Your instructions:
Count, in the entries below, the lines in which "nodes" occurs. Give the number, nothing more.

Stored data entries
:::::

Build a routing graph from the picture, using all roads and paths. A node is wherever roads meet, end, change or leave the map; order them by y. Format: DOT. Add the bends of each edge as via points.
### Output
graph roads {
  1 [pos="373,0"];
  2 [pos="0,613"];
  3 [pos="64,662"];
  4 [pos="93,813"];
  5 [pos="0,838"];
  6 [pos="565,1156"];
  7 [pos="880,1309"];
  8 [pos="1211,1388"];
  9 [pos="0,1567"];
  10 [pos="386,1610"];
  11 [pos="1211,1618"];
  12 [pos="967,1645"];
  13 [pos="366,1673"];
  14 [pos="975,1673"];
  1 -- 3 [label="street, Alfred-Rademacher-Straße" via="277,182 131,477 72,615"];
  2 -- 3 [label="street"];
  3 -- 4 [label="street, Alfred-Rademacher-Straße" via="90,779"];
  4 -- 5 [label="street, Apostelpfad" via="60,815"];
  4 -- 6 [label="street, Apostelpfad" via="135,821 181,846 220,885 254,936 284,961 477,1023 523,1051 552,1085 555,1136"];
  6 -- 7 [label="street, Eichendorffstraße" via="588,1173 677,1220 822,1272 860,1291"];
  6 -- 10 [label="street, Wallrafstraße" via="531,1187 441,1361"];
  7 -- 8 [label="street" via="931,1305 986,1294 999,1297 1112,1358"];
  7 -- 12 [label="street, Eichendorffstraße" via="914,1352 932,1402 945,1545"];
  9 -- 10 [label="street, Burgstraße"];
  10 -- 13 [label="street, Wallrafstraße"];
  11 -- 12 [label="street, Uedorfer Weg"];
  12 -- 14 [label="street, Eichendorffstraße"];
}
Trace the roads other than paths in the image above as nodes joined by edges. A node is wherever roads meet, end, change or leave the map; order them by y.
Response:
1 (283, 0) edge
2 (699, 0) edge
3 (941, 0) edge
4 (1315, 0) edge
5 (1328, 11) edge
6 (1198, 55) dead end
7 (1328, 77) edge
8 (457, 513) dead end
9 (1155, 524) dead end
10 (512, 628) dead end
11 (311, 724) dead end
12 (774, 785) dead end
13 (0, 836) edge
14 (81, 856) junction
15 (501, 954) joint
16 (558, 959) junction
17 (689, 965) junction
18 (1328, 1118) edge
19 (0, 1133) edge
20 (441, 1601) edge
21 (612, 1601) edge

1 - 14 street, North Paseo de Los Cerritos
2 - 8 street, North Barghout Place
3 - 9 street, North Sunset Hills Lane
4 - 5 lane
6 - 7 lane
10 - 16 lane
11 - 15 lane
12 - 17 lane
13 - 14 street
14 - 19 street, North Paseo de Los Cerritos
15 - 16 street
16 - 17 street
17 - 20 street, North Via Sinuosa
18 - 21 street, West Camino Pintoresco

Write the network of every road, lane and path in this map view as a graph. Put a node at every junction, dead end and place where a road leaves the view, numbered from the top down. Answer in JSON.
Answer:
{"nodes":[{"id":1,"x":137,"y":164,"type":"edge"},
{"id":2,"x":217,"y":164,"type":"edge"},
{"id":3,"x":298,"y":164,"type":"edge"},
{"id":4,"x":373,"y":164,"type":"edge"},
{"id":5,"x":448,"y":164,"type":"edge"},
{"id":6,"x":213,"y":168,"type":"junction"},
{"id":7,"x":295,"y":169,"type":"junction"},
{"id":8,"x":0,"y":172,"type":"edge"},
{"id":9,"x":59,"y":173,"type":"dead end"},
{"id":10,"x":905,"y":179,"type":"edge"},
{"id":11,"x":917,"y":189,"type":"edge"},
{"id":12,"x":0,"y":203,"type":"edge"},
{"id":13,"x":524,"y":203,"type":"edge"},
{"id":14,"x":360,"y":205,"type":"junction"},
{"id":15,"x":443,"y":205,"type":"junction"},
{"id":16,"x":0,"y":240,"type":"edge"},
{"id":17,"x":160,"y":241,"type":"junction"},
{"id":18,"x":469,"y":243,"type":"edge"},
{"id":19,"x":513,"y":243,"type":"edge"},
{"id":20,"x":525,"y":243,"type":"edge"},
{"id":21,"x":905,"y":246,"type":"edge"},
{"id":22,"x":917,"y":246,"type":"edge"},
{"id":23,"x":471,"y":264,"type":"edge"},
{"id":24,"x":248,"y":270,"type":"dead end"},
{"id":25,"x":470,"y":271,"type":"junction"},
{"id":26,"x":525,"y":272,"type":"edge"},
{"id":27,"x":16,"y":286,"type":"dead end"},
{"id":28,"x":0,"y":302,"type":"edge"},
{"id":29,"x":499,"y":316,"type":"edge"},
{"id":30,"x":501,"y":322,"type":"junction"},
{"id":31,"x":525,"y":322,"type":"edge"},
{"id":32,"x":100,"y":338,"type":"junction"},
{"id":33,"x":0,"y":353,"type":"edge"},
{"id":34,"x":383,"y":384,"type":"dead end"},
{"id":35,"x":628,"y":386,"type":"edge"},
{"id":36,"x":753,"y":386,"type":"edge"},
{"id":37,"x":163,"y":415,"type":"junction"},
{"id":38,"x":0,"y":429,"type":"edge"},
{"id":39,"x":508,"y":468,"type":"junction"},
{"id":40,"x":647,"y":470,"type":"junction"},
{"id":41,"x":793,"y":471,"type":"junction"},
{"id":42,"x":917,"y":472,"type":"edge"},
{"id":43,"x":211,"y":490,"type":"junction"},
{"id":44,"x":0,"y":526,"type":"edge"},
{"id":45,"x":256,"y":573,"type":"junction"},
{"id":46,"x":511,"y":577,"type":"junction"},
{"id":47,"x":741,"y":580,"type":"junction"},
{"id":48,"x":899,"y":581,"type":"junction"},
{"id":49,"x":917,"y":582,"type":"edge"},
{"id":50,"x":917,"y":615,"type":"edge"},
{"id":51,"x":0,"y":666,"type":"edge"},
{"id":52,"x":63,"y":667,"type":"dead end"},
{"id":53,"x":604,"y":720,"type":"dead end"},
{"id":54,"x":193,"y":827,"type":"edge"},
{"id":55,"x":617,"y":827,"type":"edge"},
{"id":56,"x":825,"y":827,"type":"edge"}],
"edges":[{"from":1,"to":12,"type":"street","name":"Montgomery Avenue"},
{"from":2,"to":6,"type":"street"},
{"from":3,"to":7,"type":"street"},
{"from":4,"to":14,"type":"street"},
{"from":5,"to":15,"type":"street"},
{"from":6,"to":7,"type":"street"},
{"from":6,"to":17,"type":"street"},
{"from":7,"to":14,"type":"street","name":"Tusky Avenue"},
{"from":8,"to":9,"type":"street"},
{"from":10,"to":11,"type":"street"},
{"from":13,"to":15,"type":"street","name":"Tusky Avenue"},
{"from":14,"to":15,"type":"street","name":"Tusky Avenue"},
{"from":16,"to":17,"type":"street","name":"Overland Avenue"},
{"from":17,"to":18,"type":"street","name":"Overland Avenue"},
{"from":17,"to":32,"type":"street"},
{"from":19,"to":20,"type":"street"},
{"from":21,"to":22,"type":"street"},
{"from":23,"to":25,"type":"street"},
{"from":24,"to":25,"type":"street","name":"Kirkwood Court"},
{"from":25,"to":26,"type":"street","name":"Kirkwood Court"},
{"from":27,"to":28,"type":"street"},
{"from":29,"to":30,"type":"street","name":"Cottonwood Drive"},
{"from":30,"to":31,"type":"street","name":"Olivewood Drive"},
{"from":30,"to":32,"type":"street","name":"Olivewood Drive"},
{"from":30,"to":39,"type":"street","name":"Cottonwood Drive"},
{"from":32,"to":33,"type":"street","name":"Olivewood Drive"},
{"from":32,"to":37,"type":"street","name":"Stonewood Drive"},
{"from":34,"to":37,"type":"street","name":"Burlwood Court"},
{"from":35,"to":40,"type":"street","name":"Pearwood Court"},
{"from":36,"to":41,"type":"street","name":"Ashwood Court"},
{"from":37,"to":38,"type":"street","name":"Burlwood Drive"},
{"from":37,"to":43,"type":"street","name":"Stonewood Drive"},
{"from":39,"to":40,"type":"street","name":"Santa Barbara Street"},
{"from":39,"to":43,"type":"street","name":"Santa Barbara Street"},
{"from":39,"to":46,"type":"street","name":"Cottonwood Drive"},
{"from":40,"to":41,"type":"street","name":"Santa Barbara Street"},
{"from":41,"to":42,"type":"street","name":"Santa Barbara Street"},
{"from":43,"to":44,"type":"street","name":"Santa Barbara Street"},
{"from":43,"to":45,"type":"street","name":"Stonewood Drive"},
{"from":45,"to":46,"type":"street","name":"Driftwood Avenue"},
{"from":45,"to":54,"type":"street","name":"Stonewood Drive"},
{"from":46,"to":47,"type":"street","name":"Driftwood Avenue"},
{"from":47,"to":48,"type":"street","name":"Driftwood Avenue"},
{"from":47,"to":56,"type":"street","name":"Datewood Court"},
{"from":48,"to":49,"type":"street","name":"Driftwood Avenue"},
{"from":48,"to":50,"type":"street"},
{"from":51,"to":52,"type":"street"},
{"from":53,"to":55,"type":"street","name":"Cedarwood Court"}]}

:::::

Result of this task:
2